** Data extract follows **
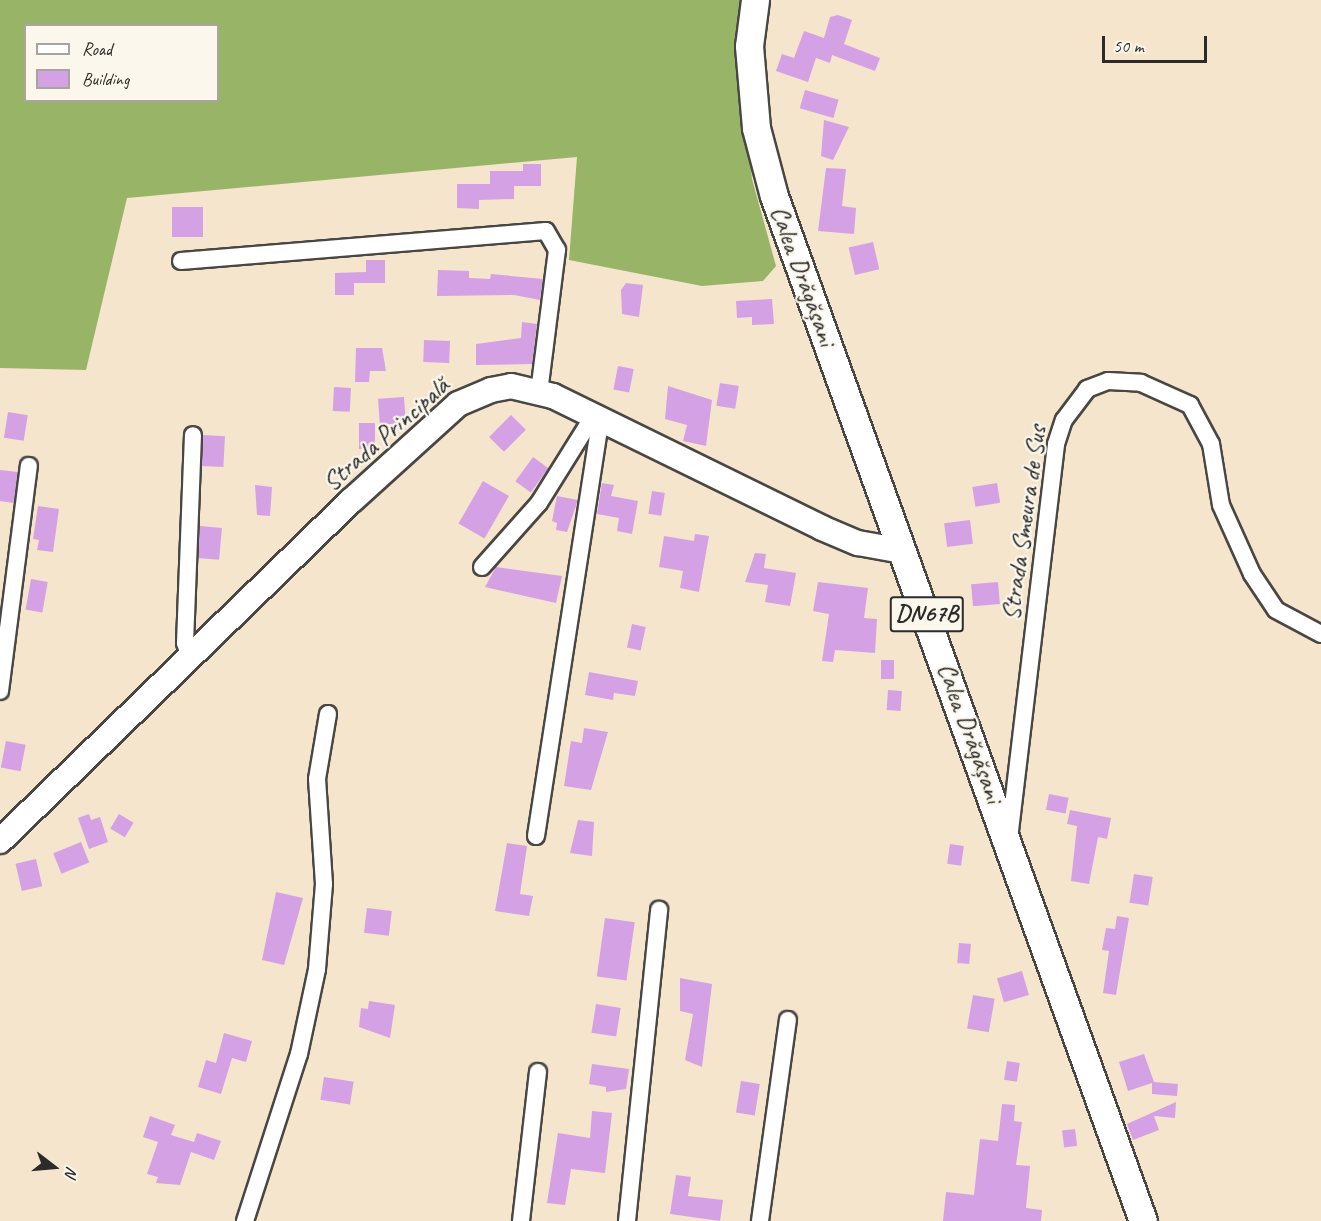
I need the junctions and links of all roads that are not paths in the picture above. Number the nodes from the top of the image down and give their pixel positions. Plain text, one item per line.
1 (755, 0) edge
2 (181, 261) dead end
3 (539, 392) junction
4 (597, 417) junction
5 (193, 435) dead end
6 (29, 466) dead end
7 (903, 551) junction
8 (482, 567) dead end
9 (1321, 634) edge
10 (190, 658) junction
11 (0, 691) edge
12 (328, 714) dead end
13 (536, 836) dead end
14 (0, 841) edge
15 (1009, 842) junction
16 (659, 910) dead end
17 (788, 1020) dead end
18 (538, 1072) dead end
19 (245, 1221) edge
20 (521, 1221) edge
21 (627, 1221) edge
22 (760, 1221) edge
23 (1143, 1221) edge

1 - 7 main road, Calea Drăgășani / DN67B
2 - 3 street
3 - 4 street, Strada Principală
3 - 10 street, Strada Principală
4 - 7 street, Strada Principală
4 - 8 street
4 - 13 street
5 - 10 street
6 - 11 street
7 - 15 main road, Calea Drăgășani / DN67B
9 - 15 street, Strada Smeura de Sus
10 - 14 street, Strada Principală
12 - 19 street
15 - 23 main road, Calea Drăgășani / DN67B
16 - 21 street
17 - 22 street
18 - 20 street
** End of Data extract **
**Goal of the exercise**
Repeat all of the entries above word for word and omit the pictures.

**Result below**
I need the junctions and links of all roads that are not paths in the picture above. Number the nodes from the top of the image down and give their pixel positions. Plain text, one item per line.
1 (755, 0) edge
2 (181, 261) dead end
3 (539, 392) junction
4 (597, 417) junction
5 (193, 435) dead end
6 (29, 466) dead end
7 (903, 551) junction
8 (482, 567) dead end
9 (1321, 634) edge
10 (190, 658) junction
11 (0, 691) edge
12 (328, 714) dead end
13 (536, 836) dead end
14 (0, 841) edge
15 (1009, 842) junction
16 (659, 910) dead end
17 (788, 1020) dead end
18 (538, 1072) dead end
19 (245, 1221) edge
20 (521, 1221) edge
21 (627, 1221) edge
22 (760, 1221) edge
23 (1143, 1221) edge

1 - 7 main road, Calea Drăgășani / DN67B
2 - 3 street
3 - 4 street, Strada Principală
3 - 10 street, Strada Principală
4 - 7 street, Strada Principală
4 - 8 street
4 - 13 street
5 - 10 street
6 - 11 street
7 - 15 main road, Calea Drăgășani / DN67B
9 - 15 street, Strada Smeura de Sus
10 - 14 street, Strada Principală
12 - 19 street
15 - 23 main road, Calea Drăgășani / DN67B
16 - 21 street
17 - 22 street
18 - 20 street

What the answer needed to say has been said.